--- THE TASK ---
Each line below containing the word "bold" needs to be shown.

--- Saved entries ---
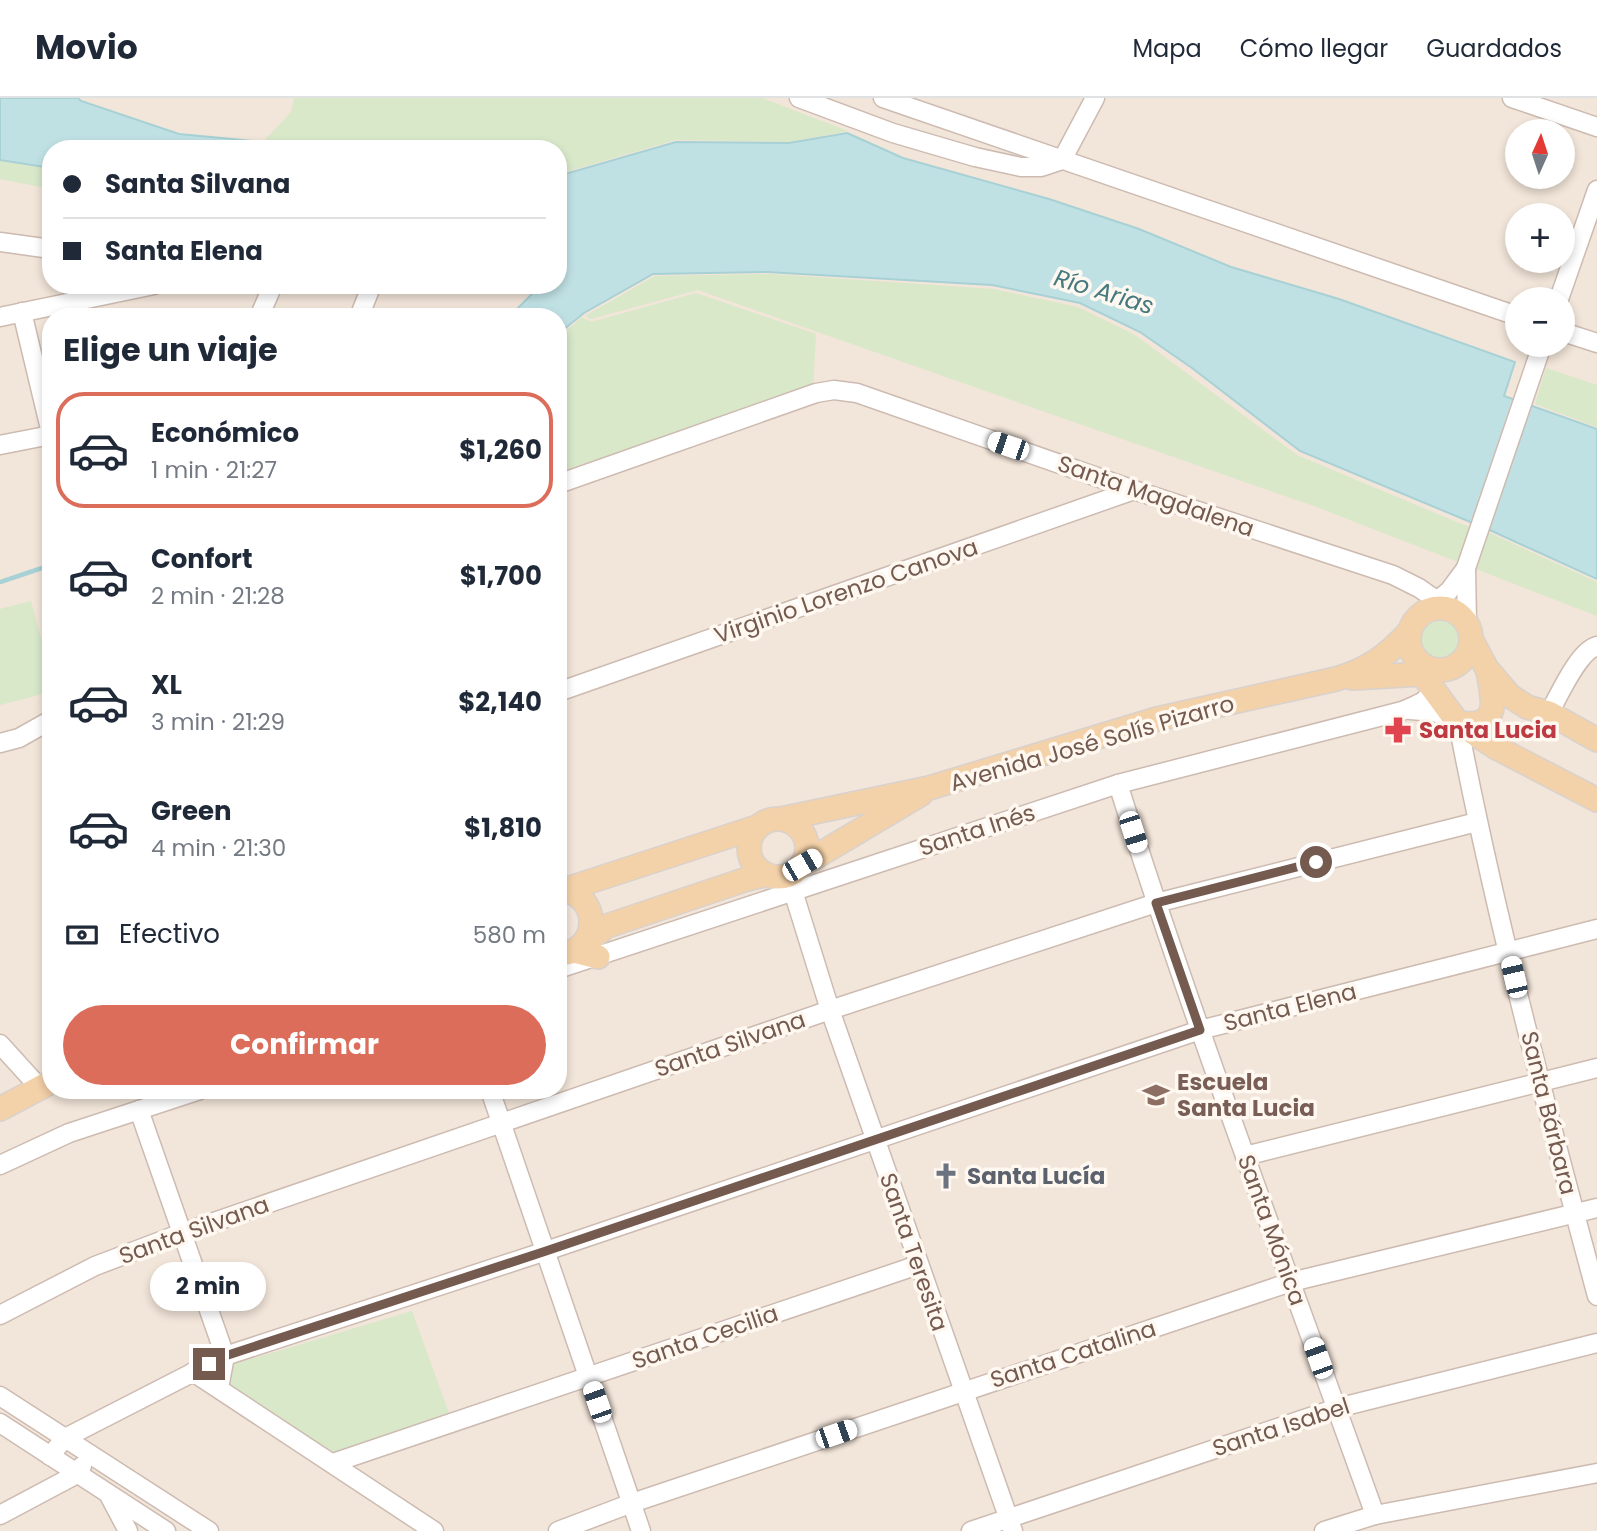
<!DOCTYPE html>
<html lang="es">
<head>
<meta charset="utf-8">
<style>
	body { margin:0; font-family:Poppins,sans-serif; background:#f6f6f7; color:#1f2937; height:100vh; display:flex; flex-direction:column; font-size:26px; white-space:nowrap }
	* { box-sizing:border-box; margin:0 }
	p { font-size:23px; color:#747a83 }
	.icon { flex:none; width:38px; height:38px; fill:none; stroke:currentColor; stroke-width:2; stroke-linecap:round; stroke-linejoin:round }
	.map { position:relative; flex:1; overflow:hidden }
	.side { position:absolute; left:42px; top:210px; width:525px; height:791px; display:flex; flex-direction:column; background:#fff; border-radius:28px; box-shadow:0 4px 10px #0003 }
	.side>* { flex:none }
	.hud { position:absolute; left:42px; top:42px; width:525px; height:154px; border-radius:28px; box-shadow:0 4px 10px #0003; display:grid; align-content:center; height:154px; padding:0 21px; background:#fff }
	.needle { width:46px; rotate:3deg }
	.fabs { position:absolute; left:1505px; top:21px; display:grid; gap:14px }
	.fabs a { display:grid; place-items:center; width:70px; height:70px; border-radius:50%; background:#fff; box-shadow:0 4px 10px #0003; font-size:35px }
	.end { position:absolute; width:32px; height:32px; margin:-16px; border:9px solid #745a4f; background:#fff; box-shadow:0 0 0 4px #fff }
	.from { border-radius:50% }
	.bubble { position:absolute; height:49px; border-radius:24px; background:#fff; box-shadow:0 4px 10px #0003; font-size:23px; font-weight:700; line-height:49px; text-align:center }
	.car { position:absolute; width:21px; height:42px; margin:-21px -10px; border-radius:9px; box-shadow:0 0 5px 2px #0007; background:linear-gradient(#fff 24%,#345 0 40%,#fff 0 76%,#345 0 86%,#fff 0) }
	.hud b { display:flex; align-items:center; gap:24px; height:66px; font-size:26px }
	.hud b+b { border-top:2px solid #e0e1e3 }
	.hud i { width:18px; height:18px; background:#1f2937 }
	ul { padding:0; list-style:none }
	li { display:flex; align-items:center; gap:21px; height:116px; margin:0 14px 10px; padding:0 7px; border:4px solid transparent; border-radius:28px }
	li div { flex:1 }
	li b { display:block; font-size:26px }
	li em { font-style:normal; font-weight:700 }
	li.on { border-color:#db6d5a }
	li>.icon { width:63px; height:63px; stroke-width:1.5 }
	h2 { padding:0 21px; font-size:32px; line-height:84px }
	.pay { display:flex; align-items:center; gap:18px; height:77px; padding:0 21px; font-size:26px }
	.pay p { margin-inline-start:auto }
	.cta { display:flex; gap:14px; margin-top:auto; padding:14px 21px }
	.cta a { flex:1; height:80px; border-radius:42px; background:#db6d5a; color:#fff; font-size:28px; font-weight:700; line-height:80px; text-align:center }
	header { display:flex; align-items:center; gap:42px; box-sizing:border-box; height:98px; padding:0 35px; background:#fff; border-bottom:2px solid #e0e1e3 }
	header strong { font-size:33px }
	nav { display:flex; gap:38px; margin-inline-start:auto; font-size:24px }
	.map>svg:first-child { display:block }
	.residential { fill:#f2e5d9; fill-rule:evenodd }
	.green { fill:#d8e8c9 }
	.water { fill:#c0e1e4; stroke:#a7d1d5; stroke-width:2 }
	.lines { fill:none; stroke-linecap:round; stroke-linejoin:round }
	.stream { stroke:#a7d1d5; stroke-width:4.5 }
	.minor-casing { stroke:#cdbbb1; stroke-width:21 }
	.major-casing { stroke:#d8d1ce; stroke-width:26 }
	.minor { stroke:#fff; stroke-width:18 }
	.major { stroke:#f4d2a9; stroke-width:23 }
	.route { stroke:#745a4f; stroke-width:9 }
	.labels { text-anchor:middle; stroke-width:7; stroke-linejoin:round; paint-order:stroke }
	.street-label { font-size:23px; fill:#745a4f; stroke:#fef8f1 }
	.health-label { font-size:23px; font-weight:bold; fill:#be3a42; stroke:#fef8f1; text-anchor:start }
	.education-label { font-size:23px; font-weight:bold; fill:#785e54; stroke:#fef8f1; text-anchor:start }
	.worship-label { font-size:23px; font-weight:bold; fill:#5b616d; stroke:#fef8f1; text-anchor:start }
	.water-label { font-size:24px; font-style:italic; fill:#477a7f; stroke:#fef8f1 }
</style>
</head>
<body>
<header>
<strong>Movio</strong>
<nav><a>Mapa</a><a>Cómo llegar</a><a>Guardados</a></nav>
</header>
<div class="map">
<svg width="1597" height="1433" viewBox="0 0 1597 1433">
	<rect width="100%" height="100%" fill="#fbf3ea"/>
	<path class="residential" d="M0,0H1597V1433H0ZM1517,33H1563V79H1517ZM51,51H558V187H51ZM1517,117H1563V163H1517ZM1517,201H1563V247H1517ZM51,219H558V992H51Z"/>
	<g class="green">
		<path d="M294,0H762L848,33L789,44L676,42L558,76V51H284L265,42L291,14Z"/>
		<path d="M0,63L51,71V91L0,81Z"/>
		<path d="M771,176L994,191L1078,209L1135,237L1297,357L1459,425L1492,436L1597,484V518L1319,410L698,192L591,221L585,218L655,178Z"/>
		<path d="M696,195L816,236L813,291L558,374V240L582,219L591,224Z"/>
		<path d="M1546,270L1597,287V329L1535,306Z"/>
		<path d="M31,503L51,578V594L0,607V511Z"/>
		<circle cx="1441" cy="539" r="22"/>
		<path d="M412,1213L450,1318L336,1356L225,1287L231,1267Z"/>
	</g>
	<g class="water">
		<path d="M0,0H78L81,3L179,36L265,44L281,51H51V70L0,62Z"/>
		<path d="M847,35L903,60L1049,101L1139,131L1231,169L1339,201L1515,264L1504,298L1597,331V481L1492,433L1300,353L1192,270L1140,234L1080,205L992,187L767,174L653,176L584,215L558,236V219H509L541,187H558V78L676,44L789,45Z"/>
	</g>
	<g class="lines">
		<path class="stream" d="M0,484L51,467"/>
		<g class="minor-casing">
			<g id="minor">
				<path d="M799,0L893,35L975,59L1021,69H1041L1062,62"/>
				<path d="M883,0L1517,218"/>
				<path d="M1512,0L1597,29"/>
				<path d="M1062,62L1095,0"/>
				<path d="M0,144L51,151"/>
				<path d="M1559,201L1597,92"/>
				<path d="M22,214L51,335"/>
				<path d="M0,219L154,187"/>
				<path d="M259,219L270,194L268,187"/>
				<path d="M359,219L371,189"/>
				<path d="M1563,234L1597,245"/>
				<path d="M0,347L51,337"/>
				<path d="M558,386L816,295L834,292L857,295L1134,392L1393,477L1419,490L1449,511"/>
				<path d="M1423,514L1449,493L1466,470"/>
				<path d="M1467,525L1466,470L1542,247"/>
				<path d="M558,594L1134,392"/>
				<path d="M1410,612L1435,614L1458,625C1495,818 1546,1009 1597,1198"/>
				<path d="M1549,615C1559,598 1578,553 1597,548"/>
				<path d="M0,645L19,640L51,622"/>
				<path d="M1118,686C1196,933 1288,1174 1375,1417"/>
				<path d="M793,776V793L830,912L1013,1433"/>
				<path d="M558,871L1118,686L1402,613C1415,607 1428,605 1433,590"/>
				<path d="M0,946L39,989"/>
				<path d="M490,992L641,1433"/>
				<path d="M139,1012L225,1258L219,1290"/>
				<path d="M1245,1058L1597,970"/>
				<path d="M0,1067L69,1035L200,992"/>
				<path d="M0,1217L95,1168L182,1135L830,912L1156,805L1477,724"/>
				<path d="M193,1274L434,1433"/>
				<path d="M0,1298L209,1433"/>
				<path d="M0,1325L166,1433"/>
				<path d="M50,1358L65,1340L225,1258L546,1153L1200,932L1597,831"/>
				<path d="M333,1365L918,1167"/>
				<path d="M110,1399L128,1433"/>
				<path d="M0,1417L77,1376L82,1368"/>
				<path d="M558,1433L632,1405L1291,1184L1597,1110"/>
				<path d="M971,1433L1337,1310L1597,1245"/>
				<path d="M1324,1433L1375,1417L1597,1375"/>
			</g>
		</g>
		<g class="major-casing">
			<g id="major">
				<circle cx="1440" cy="541" r="31"/>
				<path d="M1471,541L1487,571L1510,598L1527,609L1549,615L1597,642"/>
				<path d="M1416,561L1422,576L1458,625L1497,650L1597,702"/>
				<path d="M1353,580L1422,576L1434,573"/>
				<path d="M1458,625C1501,630 1494,605 1488,573"/>
				<circle cx="778" cy="750" r="29"/>
				<path d="M781,721L929,690L1157,621L1336,581C1367,572 1387,558 1409,534"/>
				<path d="M802,767L921,696"/>
				<path d="M558,791C602,794 602,855 558,856"/>
				<path d="M564,792L757,729"/>
				<path d="M582,847L607,828L747,781L765,777"/>
				<path d="M574,853L598,859"/>
				<path d="M0,1011L51,984"/>
			</g>
		</g>
		<use href="#minor" class="minor"/>
		<use href="#major" class="major"/>
	</g>
	<g class="lines">
		<path class="route" d="M209,1266L225,1258L546,1153L1200,932L1156,805L1316,764"/>
	</g>
	<defs>
		<g id="pharmacy-bare" transform="scale(2.1)"><path d="M-2-6h4v4h4v4h-4v4h-4v-4h-4v-4h4Z" fill="#e0444e" stroke="#fef8f1" stroke-width="2.5" paint-order="stroke"/></g>
		<g id="school-bare" transform="scale(2.1)"><path d="M0-5L7-2L0 1L-7-2ZM-4 1L0 2.5L4 1V4Q0 6-4 4Z" fill="#8d6e63" stroke="#fef8f1" stroke-width="2.5" paint-order="stroke"/></g>
		<g id="church-bare" transform="scale(2.1)"><path d="M-1.2-6h2.4v3.5h3.3v2.4h-3.3V6h-2.4V-.1h-3.3v-2.4h3.3Z" fill="#6b7280" stroke="#fef8f1" stroke-width="2.5" paint-order="stroke"/></g>
	</defs>
	<g fill-rule="evenodd">
		<use href="#pharmacy-bare" x="1398" y="632"/>
		<use href="#school-bare" x="1156" y="997"/>
		<use href="#church-bare" x="946" y="1078"/>
	</g>
	<g class="labels">
		<g class="street-label">
			<text transform="translate(1156 398) rotate(19)" y="8">Santa Magdalena</text>
			<text transform="translate(846 493) rotate(-19)" y="8">Virginio Lorenzo Canova</text>
			<text transform="translate(1092 645) rotate(-16)" y="8">Avenida José Solís Pizarro</text>
			<text transform="translate(977 732) rotate(-18)" y="8">Santa Inés</text>
			<text transform="translate(1290 909) rotate(-14)" y="8">Santa Elena</text>
			<text transform="translate(730 946) rotate(-19)" y="8">Santa Silvana</text>
			<text transform="translate(1549 1015) rotate(76)" y="8">Santa Bárbara</text>
			<text transform="translate(194 1132) rotate(-20)" y="8">Santa Silvana</text>
			<text transform="translate(1272 1132) rotate(70)" y="8">Santa Mónica</text>
			<text transform="translate(914 1154) rotate(71)" y="8">Santa Teresita</text>
			<text transform="translate(705 1239) rotate(-19)" y="8">Santa Cecilia</text>
			<text transform="translate(1073 1256) rotate(-18)" y="8">Santa Catalina</text>
			<text transform="translate(1281 1329) rotate(-18)" y="8">Santa Isabel</text>
		</g>
		<g class="health-label">
			<text x="1419" y="640">Santa Lucia</text>
		</g>
		<g class="education-label">
			<text x="1177" y="992">Escuela<tspan x="1177" dy="26">Santa Lucia</tspan></text>
		</g>
		<g class="worship-label">
			<text x="967" y="1086">Santa Lucía</text>
		</g>
		<g class="water-label">
			<text transform="translate(1104 194) rotate(17)" y="8">Río Arias</text>
		</g>
	</g>
</svg>
<div class="fabs">
<a><svg class="needle" viewBox="-14 -14 28 28"><path d="M0-13l5 13h-10z" fill="#e53935"/><path d="M0 13l5-13h-10z" fill="#747a83"/></svg></a>
<a>+</a>
<a>−</a>
</div>
<i class="end from" style="left:1316px;top:764px"></i>
<i class="end" style="left:209px;top:1266px"></i>
<div class="bubble" style="left:150px;top:1164px;width:116px">2 min</div>
<i class="car" style="left:1008px;top:348px;rotate:289deg"></i>
<i class="car" style="left:1133px;top:734px;rotate:162deg"></i>
<i class="car" style="left:802px;top:767px;rotate:60deg"></i>
<i class="car" style="left:1514px;top:879px;rotate:347deg"></i>
<i class="car" style="left:1318px;top:1260px;rotate:340deg"></i>
<i class="car" style="left:597px;top:1304px;rotate:341deg"></i>
<i class="car" style="left:836px;top:1336px;rotate:71deg"></i>
<div class="hud">
<b><i class="from"></i>Santa Silvana</b>
<b><i></i>Santa Elena</b>
</div>
<section class="side">
<h2>Elige un viaje</h2>
<ul>
<li class="on"><svg class="icon" aria-label="car" viewBox="0 0 24 24"><path d="M5 17H2v-5l4-1 3-4h7l3 4 3 1v5h-3M9 17h6M6 11h13"/><circle cx="7" cy="17" r="2"/><circle cx="17" cy="17" r="2"/></svg><div><b>Económico</b><p>1 min · 21:27</p></div><em>$1,260</em></li>
<li><svg class="icon" aria-label="car" viewBox="0 0 24 24"><path d="M5 17H2v-5l4-1 3-4h7l3 4 3 1v5h-3M9 17h6M6 11h13"/><circle cx="7" cy="17" r="2"/><circle cx="17" cy="17" r="2"/></svg><div><b>Confort</b><p>2 min · 21:28</p></div><em>$1,700</em></li>
<li><svg class="icon" aria-label="car" viewBox="0 0 24 24"><path d="M5 17H2v-5l4-1 3-4h7l3 4 3 1v5h-3M9 17h6M6 11h13"/><circle cx="7" cy="17" r="2"/><circle cx="17" cy="17" r="2"/></svg><div><b>XL</b><p>3 min · 21:29</p></div><em>$2,140</em></li>
<li><svg class="icon" aria-label="car" viewBox="0 0 24 24"><path d="M5 17H2v-5l4-1 3-4h7l3 4 3 1v5h-3M9 17h6M6 11h13"/><circle cx="7" cy="17" r="2"/><circle cx="17" cy="17" r="2"/></svg><div><b>Green</b><p>4 min · 21:30</p></div><em>$1,810</em></li>
</ul>
<div class="pay"><svg class="icon" aria-label="cash" viewBox="0 0 24 24"><path d="M3 7h18v10H3z"/><circle cx="12" cy="12" r="2"/></svg>Efectivo<p>580 m</p></div>
<div class="cta"><a>Confirmar</a></div>
</section>
</div>
</body>
</html>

--- SOLVED EXERCISE ---
	.health-label { font-size:23px; font-weight:bold; fill:#be3a42; stroke:#fef8f1; text-anchor:start }
	.education-label { font-size:23px; font-weight:bold; fill:#785e54; stroke:#fef8f1; text-anchor:start }
	.worship-label { font-size:23px; font-weight:bold; fill:#5b616d; stroke:#fef8f1; text-anchor:start }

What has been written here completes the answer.